> [Saved entries]
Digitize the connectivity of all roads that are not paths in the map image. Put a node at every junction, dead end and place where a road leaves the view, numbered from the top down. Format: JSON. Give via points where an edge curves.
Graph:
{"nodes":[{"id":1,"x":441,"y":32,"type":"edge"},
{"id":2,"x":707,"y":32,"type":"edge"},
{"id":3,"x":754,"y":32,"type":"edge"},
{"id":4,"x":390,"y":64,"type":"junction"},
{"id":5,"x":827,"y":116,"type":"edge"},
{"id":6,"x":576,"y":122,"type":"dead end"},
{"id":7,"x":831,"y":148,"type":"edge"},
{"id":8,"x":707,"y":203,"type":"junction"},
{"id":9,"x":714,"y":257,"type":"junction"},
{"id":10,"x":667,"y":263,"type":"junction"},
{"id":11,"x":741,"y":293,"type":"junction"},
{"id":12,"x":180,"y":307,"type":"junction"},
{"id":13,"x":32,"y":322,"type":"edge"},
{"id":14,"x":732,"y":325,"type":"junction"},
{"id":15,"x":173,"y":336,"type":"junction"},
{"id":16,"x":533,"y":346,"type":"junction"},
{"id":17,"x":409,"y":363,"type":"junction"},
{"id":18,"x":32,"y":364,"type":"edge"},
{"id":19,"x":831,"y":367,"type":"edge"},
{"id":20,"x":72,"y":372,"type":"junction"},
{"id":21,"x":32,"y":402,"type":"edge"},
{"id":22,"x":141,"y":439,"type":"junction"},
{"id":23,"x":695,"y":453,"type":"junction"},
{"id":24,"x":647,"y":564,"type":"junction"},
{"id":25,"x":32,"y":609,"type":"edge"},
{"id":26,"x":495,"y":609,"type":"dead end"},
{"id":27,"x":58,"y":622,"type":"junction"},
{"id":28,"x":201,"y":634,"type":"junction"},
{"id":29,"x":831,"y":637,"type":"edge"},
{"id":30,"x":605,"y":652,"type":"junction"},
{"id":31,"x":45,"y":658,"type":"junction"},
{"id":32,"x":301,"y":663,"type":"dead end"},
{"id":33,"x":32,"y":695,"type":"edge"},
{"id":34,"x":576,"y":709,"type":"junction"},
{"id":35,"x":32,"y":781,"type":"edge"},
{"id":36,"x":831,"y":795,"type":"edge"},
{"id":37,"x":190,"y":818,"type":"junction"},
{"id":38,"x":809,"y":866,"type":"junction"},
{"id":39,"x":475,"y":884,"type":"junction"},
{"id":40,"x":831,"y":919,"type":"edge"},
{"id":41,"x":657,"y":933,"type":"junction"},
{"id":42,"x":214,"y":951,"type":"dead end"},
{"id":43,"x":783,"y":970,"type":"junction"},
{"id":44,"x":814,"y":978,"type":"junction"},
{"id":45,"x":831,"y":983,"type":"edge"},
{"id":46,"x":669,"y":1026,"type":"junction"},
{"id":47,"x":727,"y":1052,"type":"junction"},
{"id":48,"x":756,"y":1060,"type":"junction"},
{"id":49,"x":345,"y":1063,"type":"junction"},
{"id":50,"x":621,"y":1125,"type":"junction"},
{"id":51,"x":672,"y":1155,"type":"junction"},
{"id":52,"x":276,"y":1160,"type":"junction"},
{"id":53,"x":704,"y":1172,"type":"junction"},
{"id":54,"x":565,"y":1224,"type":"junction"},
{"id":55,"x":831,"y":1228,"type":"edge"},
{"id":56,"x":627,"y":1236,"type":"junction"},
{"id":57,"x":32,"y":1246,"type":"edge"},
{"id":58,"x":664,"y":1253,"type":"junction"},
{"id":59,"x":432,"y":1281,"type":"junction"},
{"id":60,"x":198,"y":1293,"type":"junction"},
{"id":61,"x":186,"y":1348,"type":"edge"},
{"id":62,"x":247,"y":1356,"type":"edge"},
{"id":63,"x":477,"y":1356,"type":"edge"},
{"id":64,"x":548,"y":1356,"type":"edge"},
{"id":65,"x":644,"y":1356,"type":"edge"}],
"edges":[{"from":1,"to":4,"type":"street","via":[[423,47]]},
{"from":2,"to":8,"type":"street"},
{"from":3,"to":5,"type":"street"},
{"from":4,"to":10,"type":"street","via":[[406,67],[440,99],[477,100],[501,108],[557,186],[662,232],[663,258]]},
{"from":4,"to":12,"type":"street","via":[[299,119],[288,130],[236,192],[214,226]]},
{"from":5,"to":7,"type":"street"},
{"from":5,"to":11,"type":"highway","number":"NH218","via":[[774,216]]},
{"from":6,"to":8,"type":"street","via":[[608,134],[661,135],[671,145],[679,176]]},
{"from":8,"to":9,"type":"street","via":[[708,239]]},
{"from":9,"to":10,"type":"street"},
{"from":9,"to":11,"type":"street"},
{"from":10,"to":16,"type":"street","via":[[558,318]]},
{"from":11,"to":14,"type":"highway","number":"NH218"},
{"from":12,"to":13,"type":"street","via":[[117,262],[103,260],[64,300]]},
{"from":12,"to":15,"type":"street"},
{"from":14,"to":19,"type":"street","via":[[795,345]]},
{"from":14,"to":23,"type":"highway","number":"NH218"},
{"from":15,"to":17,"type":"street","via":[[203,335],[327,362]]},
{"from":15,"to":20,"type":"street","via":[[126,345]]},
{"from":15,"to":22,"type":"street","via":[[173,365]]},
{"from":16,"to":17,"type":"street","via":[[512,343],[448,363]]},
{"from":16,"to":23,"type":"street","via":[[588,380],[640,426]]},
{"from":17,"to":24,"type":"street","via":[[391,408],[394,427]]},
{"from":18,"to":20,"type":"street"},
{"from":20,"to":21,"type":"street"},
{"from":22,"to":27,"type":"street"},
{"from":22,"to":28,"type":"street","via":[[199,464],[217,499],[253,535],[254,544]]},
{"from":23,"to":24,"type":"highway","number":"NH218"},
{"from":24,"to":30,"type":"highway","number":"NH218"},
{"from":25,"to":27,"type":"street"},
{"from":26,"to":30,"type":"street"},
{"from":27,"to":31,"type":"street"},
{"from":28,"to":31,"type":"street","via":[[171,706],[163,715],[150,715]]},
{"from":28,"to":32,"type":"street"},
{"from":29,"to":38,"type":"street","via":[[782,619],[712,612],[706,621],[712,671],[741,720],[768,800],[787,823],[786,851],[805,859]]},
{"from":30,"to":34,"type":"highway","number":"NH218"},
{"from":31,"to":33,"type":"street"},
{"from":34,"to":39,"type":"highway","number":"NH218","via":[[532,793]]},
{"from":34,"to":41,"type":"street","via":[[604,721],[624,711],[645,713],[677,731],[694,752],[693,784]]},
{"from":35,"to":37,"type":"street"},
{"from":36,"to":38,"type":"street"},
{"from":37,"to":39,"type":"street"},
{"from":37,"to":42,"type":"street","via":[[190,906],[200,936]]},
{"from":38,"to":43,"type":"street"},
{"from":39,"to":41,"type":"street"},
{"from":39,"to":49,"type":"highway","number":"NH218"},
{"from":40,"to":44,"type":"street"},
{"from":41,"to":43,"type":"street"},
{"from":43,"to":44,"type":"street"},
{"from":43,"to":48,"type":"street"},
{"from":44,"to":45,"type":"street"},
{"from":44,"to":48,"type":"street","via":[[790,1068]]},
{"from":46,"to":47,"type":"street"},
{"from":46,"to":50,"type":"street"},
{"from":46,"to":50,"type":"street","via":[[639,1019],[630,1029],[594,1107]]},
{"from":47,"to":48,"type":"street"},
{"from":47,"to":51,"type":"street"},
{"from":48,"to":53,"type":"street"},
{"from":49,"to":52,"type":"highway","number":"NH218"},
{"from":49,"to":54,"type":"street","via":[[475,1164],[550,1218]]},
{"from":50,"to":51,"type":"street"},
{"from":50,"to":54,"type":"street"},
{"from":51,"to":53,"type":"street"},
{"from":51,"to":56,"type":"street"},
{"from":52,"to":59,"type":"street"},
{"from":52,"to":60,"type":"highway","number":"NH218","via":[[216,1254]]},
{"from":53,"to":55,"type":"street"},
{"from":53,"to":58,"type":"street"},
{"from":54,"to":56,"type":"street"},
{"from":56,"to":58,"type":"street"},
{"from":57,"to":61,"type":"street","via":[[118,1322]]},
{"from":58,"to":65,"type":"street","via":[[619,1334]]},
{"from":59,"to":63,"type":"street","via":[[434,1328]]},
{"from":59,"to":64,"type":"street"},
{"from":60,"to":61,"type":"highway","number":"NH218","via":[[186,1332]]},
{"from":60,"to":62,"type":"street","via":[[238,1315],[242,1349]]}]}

> [DIRECTIONS FOR THIS TASK] Match on "dead": copy every line in the records that has it.

> [FINISHED TASK]
Digitize the connectivity of all roads that are not paths in the map image. Put a node at every junction, dead end and place where a road leaves the view, numbered from the top down. Format: JSON. Give via points where an edge curves.
{"id":6,"x":576,"y":122,"type":"dead end"},
{"id":26,"x":495,"y":609,"type":"dead end"},
{"id":32,"x":301,"y":663,"type":"dead end"},
{"id":42,"x":214,"y":951,"type":"dead end"},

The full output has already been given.